● Exercise instructions: Report each line of the entries that includes "Moore" by copying it.

Records excerpted from a collection:

■ ■ ■

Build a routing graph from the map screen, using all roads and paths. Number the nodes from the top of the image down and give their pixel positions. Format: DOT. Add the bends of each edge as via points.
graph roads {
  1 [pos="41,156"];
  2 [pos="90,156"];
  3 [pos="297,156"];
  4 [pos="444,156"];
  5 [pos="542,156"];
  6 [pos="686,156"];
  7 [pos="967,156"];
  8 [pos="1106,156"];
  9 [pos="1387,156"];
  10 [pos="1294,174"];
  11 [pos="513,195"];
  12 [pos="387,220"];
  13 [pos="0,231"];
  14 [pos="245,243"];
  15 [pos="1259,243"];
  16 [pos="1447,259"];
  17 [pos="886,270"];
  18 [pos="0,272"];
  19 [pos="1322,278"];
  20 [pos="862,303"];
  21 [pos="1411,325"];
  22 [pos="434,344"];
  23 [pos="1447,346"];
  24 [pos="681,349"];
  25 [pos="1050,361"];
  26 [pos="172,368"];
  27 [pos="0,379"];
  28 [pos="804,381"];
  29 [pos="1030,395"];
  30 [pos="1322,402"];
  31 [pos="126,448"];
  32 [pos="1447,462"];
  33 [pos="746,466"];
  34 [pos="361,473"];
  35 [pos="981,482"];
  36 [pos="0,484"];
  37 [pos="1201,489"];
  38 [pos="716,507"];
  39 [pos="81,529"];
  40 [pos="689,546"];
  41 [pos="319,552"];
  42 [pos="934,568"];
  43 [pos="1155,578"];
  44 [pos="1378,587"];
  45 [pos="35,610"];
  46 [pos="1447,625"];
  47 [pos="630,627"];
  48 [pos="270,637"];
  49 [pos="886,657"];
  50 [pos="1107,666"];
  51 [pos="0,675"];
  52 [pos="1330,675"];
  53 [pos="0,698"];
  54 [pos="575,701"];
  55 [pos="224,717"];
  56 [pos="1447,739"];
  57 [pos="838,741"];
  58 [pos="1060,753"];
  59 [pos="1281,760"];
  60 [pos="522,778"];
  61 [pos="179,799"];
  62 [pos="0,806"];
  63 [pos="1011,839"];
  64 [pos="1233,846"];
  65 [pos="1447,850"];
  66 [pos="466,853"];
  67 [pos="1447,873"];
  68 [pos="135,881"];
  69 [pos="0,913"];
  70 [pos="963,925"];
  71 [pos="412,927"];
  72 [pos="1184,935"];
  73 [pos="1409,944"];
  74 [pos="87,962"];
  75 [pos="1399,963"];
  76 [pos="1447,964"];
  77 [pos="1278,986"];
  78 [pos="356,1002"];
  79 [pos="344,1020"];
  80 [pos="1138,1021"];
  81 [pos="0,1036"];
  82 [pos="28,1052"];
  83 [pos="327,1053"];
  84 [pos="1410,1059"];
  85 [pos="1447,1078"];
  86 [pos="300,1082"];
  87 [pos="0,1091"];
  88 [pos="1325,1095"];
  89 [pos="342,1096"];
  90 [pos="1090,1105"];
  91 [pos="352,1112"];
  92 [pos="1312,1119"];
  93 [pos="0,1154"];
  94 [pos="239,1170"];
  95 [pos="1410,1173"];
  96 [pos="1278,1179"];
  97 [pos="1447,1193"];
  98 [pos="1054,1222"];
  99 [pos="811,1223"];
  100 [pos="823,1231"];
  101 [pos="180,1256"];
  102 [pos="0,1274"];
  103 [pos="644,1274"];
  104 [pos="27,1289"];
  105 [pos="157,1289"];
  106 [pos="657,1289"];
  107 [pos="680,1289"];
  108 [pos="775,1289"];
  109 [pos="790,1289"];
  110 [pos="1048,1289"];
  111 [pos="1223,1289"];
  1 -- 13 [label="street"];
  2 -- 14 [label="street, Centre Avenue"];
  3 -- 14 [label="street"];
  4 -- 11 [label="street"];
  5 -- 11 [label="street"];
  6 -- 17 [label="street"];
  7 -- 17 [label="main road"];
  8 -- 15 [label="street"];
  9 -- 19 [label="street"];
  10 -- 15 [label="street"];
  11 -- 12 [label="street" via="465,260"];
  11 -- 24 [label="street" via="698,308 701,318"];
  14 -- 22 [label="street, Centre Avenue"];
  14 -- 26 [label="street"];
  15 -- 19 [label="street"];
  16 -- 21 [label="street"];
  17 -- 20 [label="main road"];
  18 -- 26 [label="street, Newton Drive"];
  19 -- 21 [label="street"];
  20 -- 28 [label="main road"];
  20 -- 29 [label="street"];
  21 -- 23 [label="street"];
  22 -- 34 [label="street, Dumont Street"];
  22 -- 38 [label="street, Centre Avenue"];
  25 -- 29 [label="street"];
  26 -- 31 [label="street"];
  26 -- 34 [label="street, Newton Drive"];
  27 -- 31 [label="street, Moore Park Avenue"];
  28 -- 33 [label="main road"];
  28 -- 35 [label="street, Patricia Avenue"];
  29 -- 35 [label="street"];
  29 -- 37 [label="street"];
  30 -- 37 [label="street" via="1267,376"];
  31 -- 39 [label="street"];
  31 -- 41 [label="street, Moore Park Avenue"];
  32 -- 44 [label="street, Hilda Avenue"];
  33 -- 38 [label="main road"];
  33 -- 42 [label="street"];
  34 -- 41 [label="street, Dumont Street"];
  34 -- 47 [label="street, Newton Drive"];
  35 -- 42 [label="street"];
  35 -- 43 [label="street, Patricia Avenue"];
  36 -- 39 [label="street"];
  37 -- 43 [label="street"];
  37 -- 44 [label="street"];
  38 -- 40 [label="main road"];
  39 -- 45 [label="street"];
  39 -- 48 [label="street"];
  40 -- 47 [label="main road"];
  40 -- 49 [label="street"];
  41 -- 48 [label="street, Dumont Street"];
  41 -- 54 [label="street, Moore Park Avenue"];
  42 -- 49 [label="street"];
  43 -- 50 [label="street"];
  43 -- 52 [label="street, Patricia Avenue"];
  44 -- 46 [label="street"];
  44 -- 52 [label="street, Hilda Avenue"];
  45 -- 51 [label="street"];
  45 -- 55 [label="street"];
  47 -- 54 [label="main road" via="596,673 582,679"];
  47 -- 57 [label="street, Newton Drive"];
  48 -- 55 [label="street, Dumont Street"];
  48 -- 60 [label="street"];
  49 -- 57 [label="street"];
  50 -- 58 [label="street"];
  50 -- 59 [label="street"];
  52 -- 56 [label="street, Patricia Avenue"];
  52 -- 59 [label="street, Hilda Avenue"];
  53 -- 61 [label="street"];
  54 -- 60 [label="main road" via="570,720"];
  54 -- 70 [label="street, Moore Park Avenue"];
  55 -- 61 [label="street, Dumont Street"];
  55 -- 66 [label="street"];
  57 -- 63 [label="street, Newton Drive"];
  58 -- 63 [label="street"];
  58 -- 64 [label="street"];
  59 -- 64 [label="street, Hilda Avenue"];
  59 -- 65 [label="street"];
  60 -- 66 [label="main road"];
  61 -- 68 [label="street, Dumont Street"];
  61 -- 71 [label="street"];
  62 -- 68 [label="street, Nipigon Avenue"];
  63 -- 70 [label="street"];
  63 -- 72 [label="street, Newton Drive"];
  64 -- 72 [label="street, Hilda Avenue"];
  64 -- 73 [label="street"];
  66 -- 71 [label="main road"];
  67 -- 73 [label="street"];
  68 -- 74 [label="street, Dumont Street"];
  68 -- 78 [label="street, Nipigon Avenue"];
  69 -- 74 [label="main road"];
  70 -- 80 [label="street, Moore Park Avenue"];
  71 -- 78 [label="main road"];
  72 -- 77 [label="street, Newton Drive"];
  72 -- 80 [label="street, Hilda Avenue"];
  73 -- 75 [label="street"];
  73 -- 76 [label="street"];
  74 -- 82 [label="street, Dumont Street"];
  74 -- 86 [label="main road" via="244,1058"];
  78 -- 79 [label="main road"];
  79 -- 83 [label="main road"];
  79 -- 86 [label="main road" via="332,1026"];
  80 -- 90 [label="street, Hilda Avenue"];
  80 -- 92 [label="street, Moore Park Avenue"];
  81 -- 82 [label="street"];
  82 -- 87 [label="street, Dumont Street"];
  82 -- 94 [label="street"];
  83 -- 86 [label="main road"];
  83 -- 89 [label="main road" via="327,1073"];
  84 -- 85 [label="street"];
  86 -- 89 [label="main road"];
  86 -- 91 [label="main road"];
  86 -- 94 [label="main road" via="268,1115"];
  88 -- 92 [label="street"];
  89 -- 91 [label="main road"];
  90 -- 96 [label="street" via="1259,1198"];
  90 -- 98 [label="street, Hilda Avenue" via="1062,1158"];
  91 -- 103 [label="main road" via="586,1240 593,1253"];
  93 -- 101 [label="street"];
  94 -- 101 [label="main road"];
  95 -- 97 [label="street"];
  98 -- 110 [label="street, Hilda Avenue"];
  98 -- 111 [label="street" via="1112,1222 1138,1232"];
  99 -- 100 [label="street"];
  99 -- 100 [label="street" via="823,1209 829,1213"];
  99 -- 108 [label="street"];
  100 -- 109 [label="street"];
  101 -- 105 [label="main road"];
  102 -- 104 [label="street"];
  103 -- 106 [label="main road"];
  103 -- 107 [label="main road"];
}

■ ■ ■

● Output of the task:
  27 -- 31 [label="street, Moore Park Avenue"];
  31 -- 41 [label="street, Moore Park Avenue"];
  41 -- 54 [label="street, Moore Park Avenue"];
  54 -- 70 [label="street, Moore Park Avenue"];
  70 -- 80 [label="street, Moore Park Avenue"];
  80 -- 92 [label="street, Moore Park Avenue"];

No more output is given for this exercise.